La société minière canadienne Trilogy Metals (TSX, NYSE-A : TMQ) a enregistré une perte nette nettement plus importante pour l’exercice 2025 après avoir comptabilisé une charge hors trésorerie liée à un investissement stratégique de 17,8 millions de dollars du gouvernement américain.
La société a déclaré une perte nette de 42,2 millions de dollars, ou 0,26 $ par action pour l’exercice clos le 30 novembre 2025, contre une perte nette de 8,6 millions de dollars, ou 0,05 $ par action, un an plus tôt.
Trilogy a terminé 2025 avec 51,6 millions de dollars en espèces, ce qui, selon elle, offre une flexibilité dans la progression des projets minéraux d’Upper Kobuk (UKMP) dans le nord-ouest de l’Alaska par le biais de sa coentreprise à parts égales avec South32 (ASX, LON, JSE : S32), Ambler Metals.
La perte plus importante résulte principalement du traitement de l’investissement proposé par le gouvernement américain comme un instrument financier dérivé selon les règles US GAAP. Trilogy a comptabilisé un passif initial de 8,2 millions de dollars et a ensuite augmenté le dérivé de 22,6 millions de dollars pour refléter les variations de juste valeur, ce qui a entraîné une perte hors trésorerie pour l’année. L’impact comptable n’a eu aucun effet sur la trésorerie et devrait se résoudre une fois que les conditions applicables seront remplies.

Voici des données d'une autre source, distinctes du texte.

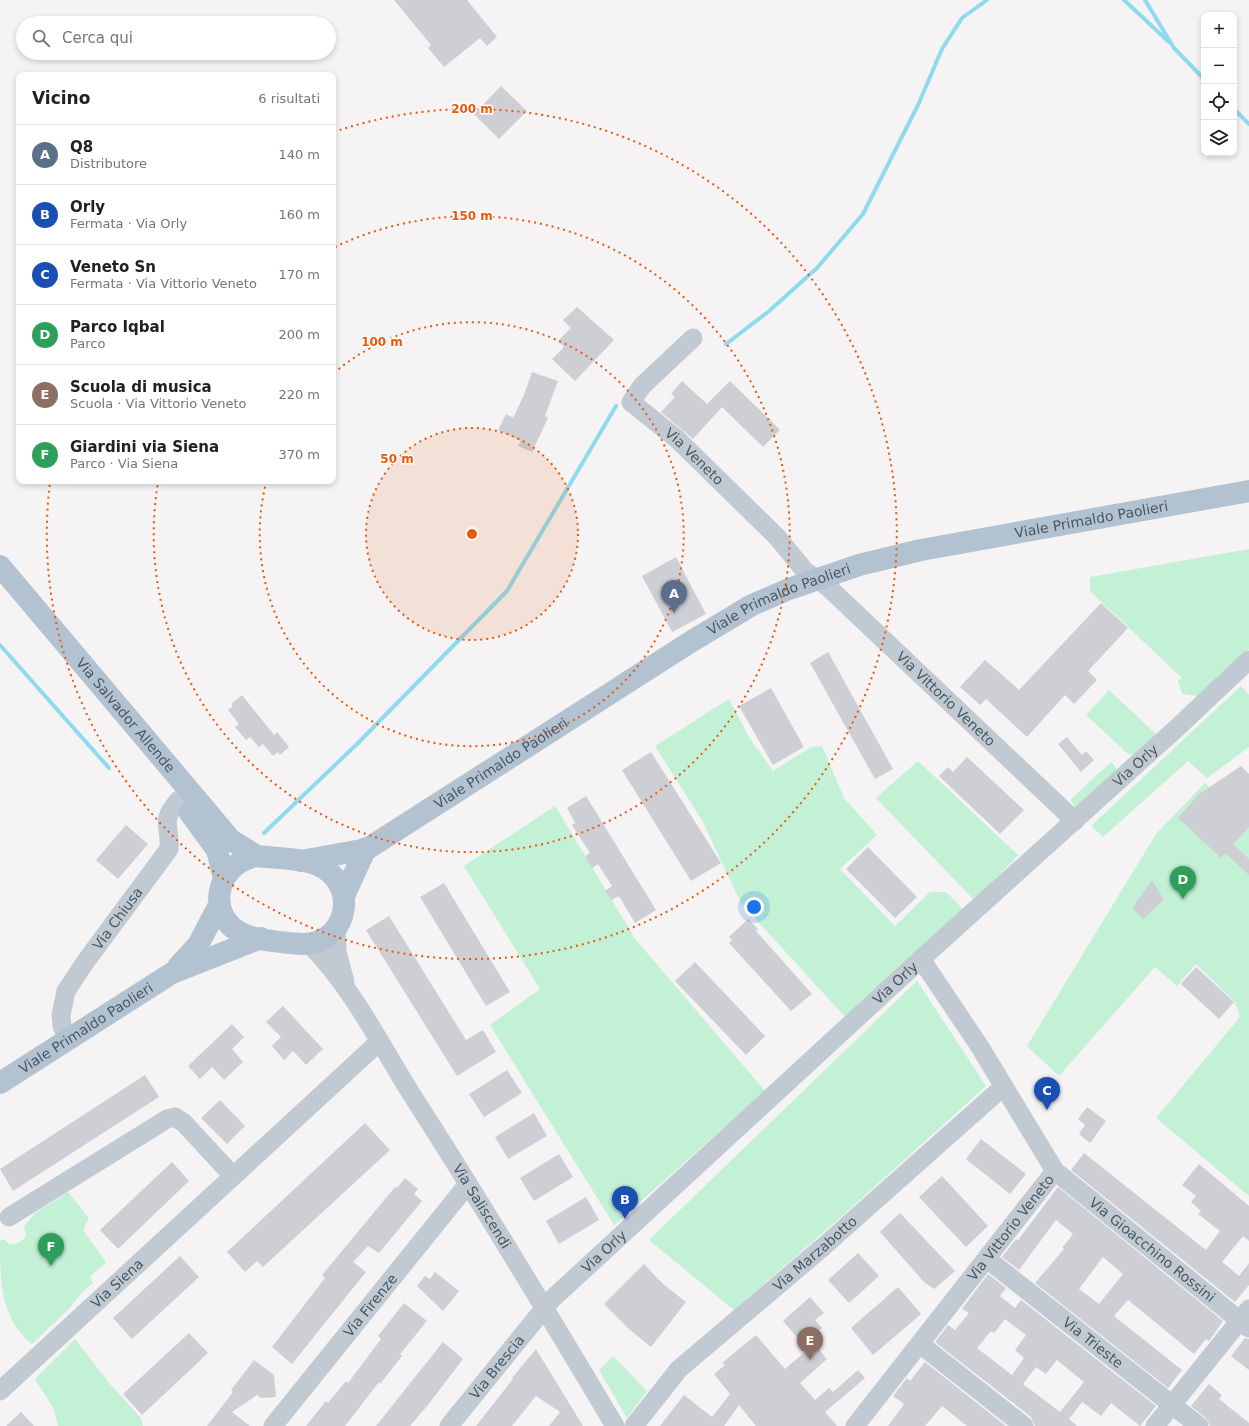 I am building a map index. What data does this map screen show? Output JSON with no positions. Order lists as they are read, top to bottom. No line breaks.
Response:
{"streets":{"main road":["Viale Primaldo Paolieri","Via Salvador Allende"],"street":["Via Veneto","Via Vittorio Veneto","Via Orly","Via Chiusa","Via Saliscendi","Via Gioacchino Rossini","Via Marzabotto","Via Siena","Via Firenze","Via Trieste","Via Brescia"]},"crossings":[["Via Veneto","Viale Primaldo Paolieri"],["Via Veneto","Via Vittorio Veneto"],["Viale Primaldo Paolieri","Via Vittorio Veneto"],["Viale Primaldo Paolieri","Via Salvador Allende"],["Viale Primaldo Paolieri","Via Chiusa"],["Viale Primaldo Paolieri","Via Saliscendi"],["Via Vittorio Veneto","Via Orly"],["Via Vittorio Veneto","Via Gioacchino Rossini"],["Via Vittorio Veneto","Via Marzabotto"],["Via Vittorio Veneto","Via Trieste"],["Via Salvador Allende","Via Chiusa"],["Via Salvador Allende","Via Saliscendi"],["Via Orly","Via Saliscendi"],["Via Orly","Via Brescia"],["Via Saliscendi","Via Siena"],["Via Saliscendi","Via Firenze"],["Via Saliscendi","Via Brescia"]],"page":{"map_buttons":["+","−"],"search":"Cerca qui","heading":["Vicino","6 risultati"],"list":[{"mark":"A","name":"Q8","note":"Distributore","value":"140 m"},{"mark":"B","name":"Orly","note":"Fermata · Via Orly","value":"160 m"},{"mark":"C","name":"Veneto Sn","note":"Fermata · Via Vittorio Veneto","value":"170 m"},{"mark":"D","name":"Parco Iqbal","note":"Parco","value":"200 m"},{"mark":"E","name":"Scuola di musica","note":"Scuola · Via Vittorio Veneto","value":"220 m"},{"mark":"F","name":"Giardini via Siena","note":"Parco · Via Siena","value":"370 m"}],"pins":["A","D","C","B","F","E"]},"rings":["200 m","150 m","100 m","50 m"]} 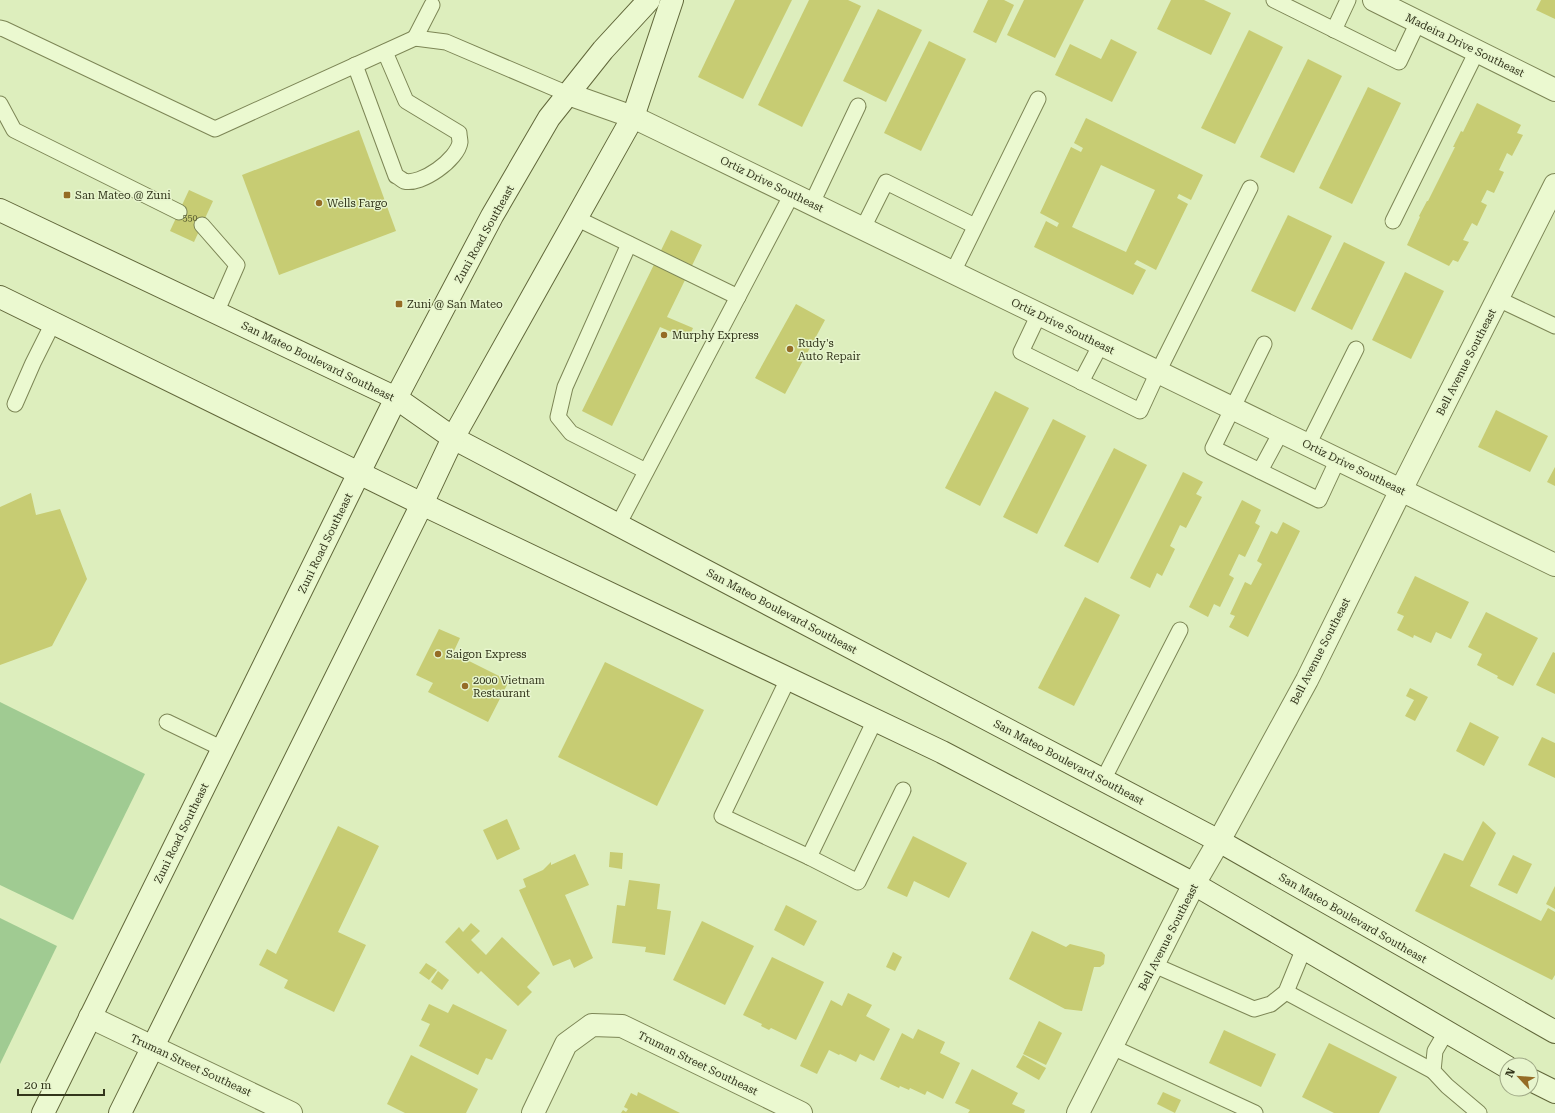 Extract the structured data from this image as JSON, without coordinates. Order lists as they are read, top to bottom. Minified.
{"streets":{"main road":["Madeira Drive Southeast","Ortiz Drive Southeast","Zuni Road Southeast","San Mateo Boulevard Southeast","Bell Avenue Southeast","Truman Street Southeast"]},"crossings":[["Ortiz Drive Southeast","Zuni Road Southeast"],["Ortiz Drive Southeast","Bell Avenue Southeast"],["Zuni Road Southeast","San Mateo Boulevard Southeast"],["Zuni Road Southeast","Truman Street Southeast"],["San Mateo Boulevard Southeast","Bell Avenue Southeast"]],"places":{"transit":["San Mateo @ Zuni","Zuni @ San Mateo"],"other":["Wells Fargo","Murphy Express","Rudy's Auto Repair","Saigon Express","2000 Vietnam Restaurant"]},"house_numbers":["550"],"scale_bar":"20 m","north":"top left"}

Le directeur général Tony Giardini a qualifié l’exercice 2025 d’année historique, citant un bilan renforcé et un alignement plus étroit avec les parties prenantes fédérales et étatiques américaines axées sur les chaînes d’approvisionnement en minéraux critiques.
Il a noté que la société a élargi son équipe de direction et de conseil au cours de l’année pour soutenir l’obtention des permis et la surveillance d’Ambler Metals, parallèlement à des engagements accrus en matière de personnel de South32.
Ouvrir la route
Trilogy a signé en octobre une lettre d’intention contraignante avec le Département américain de la guerre pour un investissement conditionnel de 17,8 millions de dollars en échange d’une participation de 10 % dans la société, une fois terminée la construction de la route d’accès au projet Ambler. L’administration Trump a également reçu des warrants qui pourraient augmenter sa participation de 7,5 % supplémentaires.
L’accord reflète les efforts de Washington pour sécuriser les approvisionnements nationaux en cuivre et autres minéraux essentiels, notamment le zinc, l’argent, le cobalt et le germanium.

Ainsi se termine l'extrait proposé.